Dia 30 de janeiro é Dia Mundial das Doenças Negligenciadas e a Chicungunya está entre as enfermidades tropicais negligenciadas. Abaixo as dez informações que você precisa saber sobre a doença:
Transmissão: transmitida principalmente pelos mosquitos Aedes aegypti e Aedes albopictus, os mesmos da dengue e Zika. Também pode ocorrer transmissão da mãe para o bebê no parto e, raramente, por transfusão de sangue;
Doença global: tem se expandido globalmente, com surtos frequentes em áreas urbanas densamente povoadas, favorecidos pela urbanização, viagens e dificuldade no controle do mosquito;
Sintomas principais: provoca febre aguda e fortes dores articulares. Podem ocorrer dor muscular, dor de cabeça, fadiga e manchas na pele. Casos graves são mais comuns em idosos, recém-nascidos e pessoas com doenças crônicas;
Recuperação lenta: embora a fase aguda dure poucos dias, até 40% dos pacientes podem apresentar dor articular persistente por meses ou anos;
Diagnóstico difícil: a doença pode ser confundida com dengue, Zika e outras infecções. O diagnóstico laboratorial é essencial, especialmente para orientar o tratamento correto;
Sem tratamento específico: não há antiviral específico. O tratamento é sintomático, com analgésicos, hidratação e repouso. Anti-inflamatórios só devem ser usados após descartar dengue;
Prevenção depende da vigilância: monitoramento de casos e controle rigoroso do mosquito são fundamentais para evitar surtos, incluindo eliminação de criadouros e ações comunitárias;
Proteção individual é essencial: uso de repelentes, roupas que cubram a pele, telas em janelas e eliminação de água parada reduzem o risco de infecção.
Pesquisa em andamento: apesar dos grandes surtos globais, ainda há lacunas no conhecimento sobre a doença. Pesquisas continuam em diagnóstico, tratamentos e vacinas.

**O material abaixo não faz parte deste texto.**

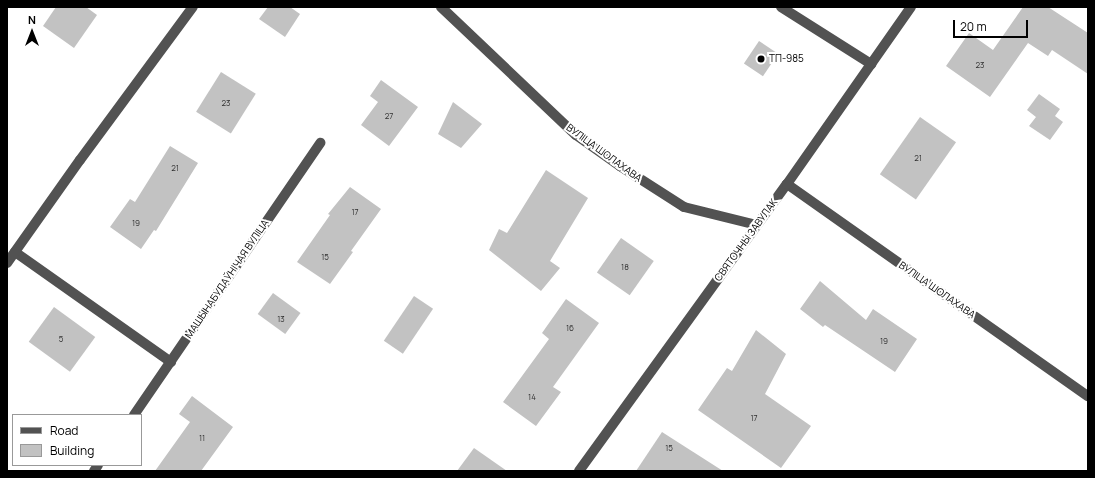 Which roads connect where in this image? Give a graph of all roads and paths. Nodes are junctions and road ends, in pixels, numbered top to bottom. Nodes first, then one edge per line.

Atenção aos casos crônicos: pessoas com dores articulares persistentes precisam de acompanhamento médico, fisioterapia e apoio psicossocial.

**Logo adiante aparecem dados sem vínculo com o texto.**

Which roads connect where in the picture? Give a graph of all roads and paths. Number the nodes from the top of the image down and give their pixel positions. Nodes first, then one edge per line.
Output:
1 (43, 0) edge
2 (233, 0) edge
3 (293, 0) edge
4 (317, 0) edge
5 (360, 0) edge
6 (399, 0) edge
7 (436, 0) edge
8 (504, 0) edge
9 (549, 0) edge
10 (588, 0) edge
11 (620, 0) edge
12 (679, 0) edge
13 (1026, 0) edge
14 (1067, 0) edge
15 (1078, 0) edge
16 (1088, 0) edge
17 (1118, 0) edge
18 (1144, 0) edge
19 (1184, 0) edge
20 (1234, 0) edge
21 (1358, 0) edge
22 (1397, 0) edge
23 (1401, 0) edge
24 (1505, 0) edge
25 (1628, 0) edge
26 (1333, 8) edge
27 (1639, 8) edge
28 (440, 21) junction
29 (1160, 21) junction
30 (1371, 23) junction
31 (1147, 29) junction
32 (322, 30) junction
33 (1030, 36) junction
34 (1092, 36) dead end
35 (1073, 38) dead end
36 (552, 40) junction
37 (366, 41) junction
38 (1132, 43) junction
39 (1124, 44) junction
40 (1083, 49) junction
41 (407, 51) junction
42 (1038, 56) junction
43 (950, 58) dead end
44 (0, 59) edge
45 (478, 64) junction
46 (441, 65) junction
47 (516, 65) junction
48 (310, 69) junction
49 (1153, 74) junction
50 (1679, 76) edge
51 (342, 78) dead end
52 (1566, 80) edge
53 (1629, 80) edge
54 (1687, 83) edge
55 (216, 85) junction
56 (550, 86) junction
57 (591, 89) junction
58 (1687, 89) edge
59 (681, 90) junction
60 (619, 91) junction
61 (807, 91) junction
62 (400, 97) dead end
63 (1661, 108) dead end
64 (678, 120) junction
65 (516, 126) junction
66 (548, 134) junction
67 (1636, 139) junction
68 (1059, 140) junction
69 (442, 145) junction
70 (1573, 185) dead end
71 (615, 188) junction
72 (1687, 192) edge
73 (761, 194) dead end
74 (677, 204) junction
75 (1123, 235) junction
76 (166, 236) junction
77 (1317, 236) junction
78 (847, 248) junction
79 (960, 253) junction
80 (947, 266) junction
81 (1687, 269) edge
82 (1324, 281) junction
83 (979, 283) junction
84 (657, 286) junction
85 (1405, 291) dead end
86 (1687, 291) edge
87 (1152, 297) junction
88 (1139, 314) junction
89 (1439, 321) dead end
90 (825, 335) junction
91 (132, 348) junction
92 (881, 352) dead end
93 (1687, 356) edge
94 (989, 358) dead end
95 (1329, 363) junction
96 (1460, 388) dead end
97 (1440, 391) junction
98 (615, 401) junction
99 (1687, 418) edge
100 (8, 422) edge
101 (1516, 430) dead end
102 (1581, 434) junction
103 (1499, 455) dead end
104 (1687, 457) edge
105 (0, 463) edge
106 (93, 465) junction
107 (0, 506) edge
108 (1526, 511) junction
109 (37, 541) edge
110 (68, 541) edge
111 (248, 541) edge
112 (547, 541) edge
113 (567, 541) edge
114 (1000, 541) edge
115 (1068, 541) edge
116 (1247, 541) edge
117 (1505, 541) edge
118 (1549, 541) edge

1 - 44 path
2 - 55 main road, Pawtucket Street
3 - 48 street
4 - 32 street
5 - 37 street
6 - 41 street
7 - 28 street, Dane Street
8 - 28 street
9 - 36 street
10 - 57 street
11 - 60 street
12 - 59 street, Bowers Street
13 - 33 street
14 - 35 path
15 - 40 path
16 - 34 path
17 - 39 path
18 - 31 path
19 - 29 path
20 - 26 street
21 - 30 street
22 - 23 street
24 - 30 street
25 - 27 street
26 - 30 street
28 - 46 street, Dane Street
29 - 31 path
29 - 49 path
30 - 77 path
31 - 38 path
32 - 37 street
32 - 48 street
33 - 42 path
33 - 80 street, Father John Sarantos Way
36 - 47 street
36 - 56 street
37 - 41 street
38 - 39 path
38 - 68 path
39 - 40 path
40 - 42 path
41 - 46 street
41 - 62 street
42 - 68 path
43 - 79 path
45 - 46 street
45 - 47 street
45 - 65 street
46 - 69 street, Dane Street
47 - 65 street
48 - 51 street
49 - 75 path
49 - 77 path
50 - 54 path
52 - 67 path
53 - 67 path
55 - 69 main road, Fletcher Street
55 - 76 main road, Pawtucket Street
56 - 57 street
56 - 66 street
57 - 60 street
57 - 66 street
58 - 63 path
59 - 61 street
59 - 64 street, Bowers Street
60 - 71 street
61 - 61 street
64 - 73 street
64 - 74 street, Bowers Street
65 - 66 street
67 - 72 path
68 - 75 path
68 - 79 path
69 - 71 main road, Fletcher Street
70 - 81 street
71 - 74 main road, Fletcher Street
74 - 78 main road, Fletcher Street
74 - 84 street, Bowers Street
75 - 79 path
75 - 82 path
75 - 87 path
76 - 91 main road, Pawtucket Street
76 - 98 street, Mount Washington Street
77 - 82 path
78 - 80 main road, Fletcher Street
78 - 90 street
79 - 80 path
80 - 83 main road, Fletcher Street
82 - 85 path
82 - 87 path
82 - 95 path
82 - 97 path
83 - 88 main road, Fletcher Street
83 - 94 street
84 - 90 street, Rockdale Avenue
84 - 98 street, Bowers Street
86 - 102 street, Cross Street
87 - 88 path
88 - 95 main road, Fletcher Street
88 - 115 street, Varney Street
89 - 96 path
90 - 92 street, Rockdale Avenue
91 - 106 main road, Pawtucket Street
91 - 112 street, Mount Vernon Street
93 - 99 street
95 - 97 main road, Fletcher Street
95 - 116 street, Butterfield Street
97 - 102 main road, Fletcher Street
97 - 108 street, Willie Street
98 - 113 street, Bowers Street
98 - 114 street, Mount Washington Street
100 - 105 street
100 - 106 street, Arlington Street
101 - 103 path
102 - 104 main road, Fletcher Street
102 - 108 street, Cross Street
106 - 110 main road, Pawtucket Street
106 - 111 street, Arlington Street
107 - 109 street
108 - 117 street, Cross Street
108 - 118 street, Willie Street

Segundo o médico infectologista consultor da Câmara Brasileira de Diagnóstico Laboratorial (CBDL), Dr. Ruan Fernandes, “Chikungunya ainda é uma doença negligenciada, apesar do impacto significativo que pode causar na qualidade de vida das pessoas, especialmente pelos quadros de dor articular crônica. O diagnóstico correto e oportuno é fundamental para diferenciar a doença de outras arboviroses, como dengue e Zika, permitindo o manejo adequado na fase aguda e o diagnóstico diferencial com doenças reumatológicas para conduta adequada nas formas crônicas. No Dia Mundial das Doenças Negligenciadas, é essencial reforçar que a vigilância epidemiológica, o acesso ao diagnóstico laboratorial e as ações de prevenção são pilares para reduzir o impacto dessas doenças na população. Atualmente, já dispomos de tecnologias sorológicas e de biologia molecular, incluindo testes multiplex, que permitem identificar a chikungunya simultaneamente a outras causas de doença febril aguda, com alta sensibilidade e especificidade.”.